=== Required action ===
Give only the number of lines below that contain the word "path".
━━━━━ Given data ━━━━━
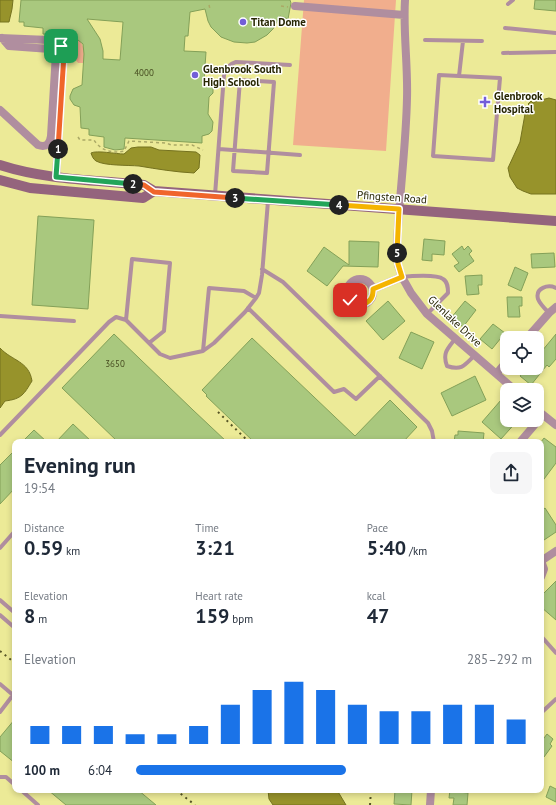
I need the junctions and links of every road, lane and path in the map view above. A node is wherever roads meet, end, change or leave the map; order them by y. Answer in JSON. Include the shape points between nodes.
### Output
{"nodes":[{"id":1,"x":405,"y":0,"type":"edge"},
{"id":2,"x":513,"y":0,"type":"edge"},
{"id":3,"x":508,"y":4,"type":"dead end"},
{"id":4,"x":210,"y":5,"type":"dead end"},
{"id":5,"x":277,"y":6,"type":"dead end"},
{"id":6,"x":292,"y":6,"type":"joint"},
{"id":7,"x":210,"y":9,"type":"dead end"},
{"id":8,"x":404,"y":15,"type":"junction"},
{"id":9,"x":279,"y":19,"type":"dead end"},
{"id":10,"x":287,"y":23,"type":"dead end"},
{"id":11,"x":506,"y":28,"type":"dead end"},
{"id":12,"x":556,"y":33,"type":"edge"},
{"id":13,"x":1,"y":38,"type":"edge"},
{"id":14,"x":425,"y":40,"type":"dead end"},
{"id":15,"x":463,"y":41,"type":"junction"},
{"id":16,"x":482,"y":41,"type":"dead end"},
{"id":17,"x":556,"y":52,"type":"edge"},
{"id":18,"x":503,"y":53,"type":"dead end"},
{"id":19,"x":290,"y":65,"type":"dead end"},
{"id":20,"x":459,"y":76,"type":"junction"},
{"id":21,"x":0,"y":110,"type":"edge"},
{"id":22,"x":78,"y":137,"type":"dead end"},
{"id":23,"x":219,"y":149,"type":"junction"},
{"id":24,"x":204,"y":150,"type":"dead end"},
{"id":25,"x":235,"y":150,"type":"junction"},
{"id":26,"x":269,"y":152,"type":"junction"},
{"id":27,"x":300,"y":154,"type":"dead end"},
{"id":28,"x":0,"y":165,"type":"edge"},
{"id":29,"x":56,"y":177,"type":"junction"},
{"id":30,"x":0,"y":180,"type":"edge"},
{"id":31,"x":13,"y":183,"type":"junction"},
{"id":32,"x":0,"y":186,"type":"edge"},
{"id":33,"x":154,"y":192,"type":"junction"},
{"id":34,"x":214,"y":196,"type":"junction"},
{"id":35,"x":268,"y":200,"type":"junction"},
{"id":36,"x":399,"y":209,"type":"junction"},
{"id":37,"x":556,"y":221,"type":"edge"},
{"id":38,"x":262,"y":269,"type":"junction"},
{"id":39,"x":402,"y":277,"type":"junction"},
{"id":40,"x":556,"y":288,"type":"edge"},
{"id":41,"x":373,"y":289,"type":"dead end"},
{"id":42,"x":256,"y":298,"type":"junction"},
{"id":43,"x":556,"y":307,"type":"edge"},
{"id":44,"x":248,"y":308,"type":"junction"},
{"id":45,"x":549,"y":313,"type":"junction"},
{"id":46,"x":427,"y":314,"type":"junction"},
{"id":47,"x":0,"y":316,"type":"edge"},
{"id":48,"x":126,"y":320,"type":"junction"},
{"id":49,"x":74,"y":321,"type":"dead end"},
{"id":50,"x":533,"y":331,"type":"edge"},
{"id":51,"x":456,"y":338,"type":"junction"},
{"id":52,"x":149,"y":343,"type":"junction"},
{"id":53,"x":203,"y":350,"type":"junction"},
{"id":54,"x":475,"y":355,"type":"junction"},
{"id":55,"x":500,"y":369,"type":"edge"},
{"id":56,"x":497,"y":373,"type":"junction"},
{"id":57,"x":380,"y":376,"type":"junction"},
{"id":58,"x":508,"y":383,"type":"edge"},
{"id":59,"x":544,"y":415,"type":"edge"},
{"id":60,"x":556,"y":425,"type":"edge"},
{"id":61,"x":530,"y":427,"type":"edge"},
{"id":62,"x":0,"y":435,"type":"edge"},
{"id":63,"x":433,"y":439,"type":"edge"},
{"id":64,"x":522,"y":439,"type":"edge"},
{"id":65,"x":12,"y":534,"type":"edge"},
{"id":66,"x":0,"y":548,"type":"edge"},
{"id":67,"x":556,"y":551,"type":"edge"},
{"id":68,"x":544,"y":559,"type":"edge"},
{"id":69,"x":0,"y":600,"type":"edge"},
{"id":70,"x":12,"y":610,"type":"edge"},
{"id":71,"x":0,"y":615,"type":"edge"},
{"id":72,"x":12,"y":625,"type":"edge"},
{"id":73,"x":544,"y":639,"type":"edge"},
{"id":74,"x":556,"y":653,"type":"edge"},
{"id":75,"x":0,"y":684,"type":"edge"},
{"id":76,"x":12,"y":694,"type":"edge"},
{"id":77,"x":12,"y":696,"type":"edge"},
{"id":78,"x":556,"y":699,"type":"edge"},
{"id":79,"x":544,"y":711,"type":"edge"},
{"id":80,"x":0,"y":712,"type":"edge"},
{"id":81,"x":0,"y":777,"type":"edge"},
{"id":82,"x":12,"y":782,"type":"edge"},
{"id":83,"x":24,"y":793,"type":"edge"},
{"id":84,"x":431,"y":793,"type":"edge"},
{"id":85,"x":38,"y":805,"type":"edge"},
{"id":86,"x":430,"y":805,"type":"edge"}],
"edges":[{"from":1,"to":8,"type":"street","name":"Glenlake Drive"},
{"from":2,"to":3,"type":"lane"},
{"from":4,"to":7,"type":"path"},
{"from":5,"to":6,"type":"path"},
{"from":6,"to":8,"type":"street"},
{"from":8,"to":36,"type":"street","name":"Glenlake Drive","via":[[407,98]]},
{"from":9,"to":10,"type":"path"},
{"from":11,"to":12,"type":"lane"},
{"from":13,"to":21,"type":"street","via":[[9,46],[53,49],[56,53],[50,141],[45,146],[38,145]]},
{"from":13,"to":29,"type":"street","via":[[53,41],[64,49]]},
{"from":14,"to":15,"type":"lane"},
{"from":15,"to":16,"type":"lane"},
{"from":15,"to":20,"type":"lane"},
{"from":17,"to":18,"type":"lane"},
{"from":19,"to":23,"type":"lane","via":[[236,62],[228,66],[224,74]]},
{"from":20,"to":20,"type":"lane","via":[[439,75],[433,156],[493,160],[500,78]]},
{"from":22,"to":24,"type":"path","via":[[80,140],[94,140],[113,152],[124,151],[129,142],[192,145]]},
{"from":23,"to":25,"type":"lane"},
{"from":23,"to":34,"type":"lane"},
{"from":25,"to":26,"type":"lane"},
{"from":25,"to":26,"type":"lane","via":[[233,171],[267,173]]},
{"from":25,"to":26,"type":"lane","via":[[240,80],[274,82]]},
{"from":26,"to":27,"type":"lane"},
{"from":28,"to":29,"type":"main road","name":"Pfingsten Road"},
{"from":29,"to":33,"type":"main road","name":"Pfingsten Road","via":[[144,185]]},
{"from":30,"to":31,"type":"main road","name":"Pfingsten Road"},
{"from":31,"to":32,"type":"main road"},
{"from":31,"to":33,"type":"main road","name":"Pfingsten Road","via":[[30,188],[143,198]]},
{"from":33,"to":34,"type":"main road","name":"Pfingsten Road"},
{"from":34,"to":35,"type":"main road","name":"Pfingsten Road"},
{"from":35,"to":36,"type":"main road","name":"Pfingsten Road"},
{"from":35,"to":38,"type":"lane"},
{"from":36,"to":37,"type":"main road","name":"Pfingsten Road"},
{"from":36,"to":39,"type":"street","name":"Glenlake Drive","via":[[397,247]]},
{"from":38,"to":42,"type":"lane"},
{"from":38,"to":57,"type":"lane","via":[[283,282]]},
{"from":39,"to":41,"type":"street"},
{"from":39,"to":46,"type":"street","name":"Glenlake Drive"},
{"from":39,"to":46,"type":"lane","via":[[441,277],[445,280],[448,293]]},
{"from":40,"to":45,"type":"lane","via":[[544,286],[538,296],[539,302]]},
{"from":42,"to":44,"type":"lane"},
{"from":42,"to":53,"type":"lane","via":[[244,291],[209,288]]},
{"from":43,"to":45,"type":"street"},
{"from":44,"to":53,"type":"lane","via":[[214,343]]},
{"from":44,"to":57,"type":"lane","via":[[334,392],[344,389],[356,399]]},
{"from":45,"to":50,"type":"street"},
{"from":46,"to":51,"type":"street","name":"Glenlake Drive"},
{"from":47,"to":49,"type":"lane"},
{"from":48,"to":52,"type":"lane"},
{"from":48,"to":52,"type":"lane","via":[[132,260],[170,263],[164,332]]},
{"from":48,"to":62,"type":"lane","via":[[116,317],[109,322]]},
{"from":51,"to":54,"type":"street","name":"Glenlake Drive"},
{"from":51,"to":54,"type":"lane","via":[[446,351],[444,359],[447,366],[463,367]]},
{"from":52,"to":53,"type":"lane","via":[[160,354],[170,358]]},
{"from":54,"to":56,"type":"street","name":"Glenlake Drive"},
{"from":55,"to":56,"type":"street"},
{"from":56,"to":58,"type":"street","name":"Glenlake Drive"},
{"from":57,"to":63,"type":"lane","via":[[428,423]]},
{"from":59,"to":60,"type":"street"},
{"from":61,"to":64,"type":"street"},
{"from":65,"to":66,"type":"lane"},
{"from":67,"to":68,"type":"street"},
{"from":69,"to":70,"type":"lane"},
{"from":71,"to":72,"type":"lane"},
{"from":73,"to":74,"type":"lane"},
{"from":75,"to":76,"type":"lane"},
{"from":77,"to":80,"type":"lane"},
{"from":78,"to":79,"type":"lane"},
{"from":81,"to":82,"type":"lane","via":[[6,777]]},
{"from":83,"to":85,"type":"lane"},
{"from":84,"to":86,"type":"street"}]}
━━━━━
=== Reply to the exercise ===
5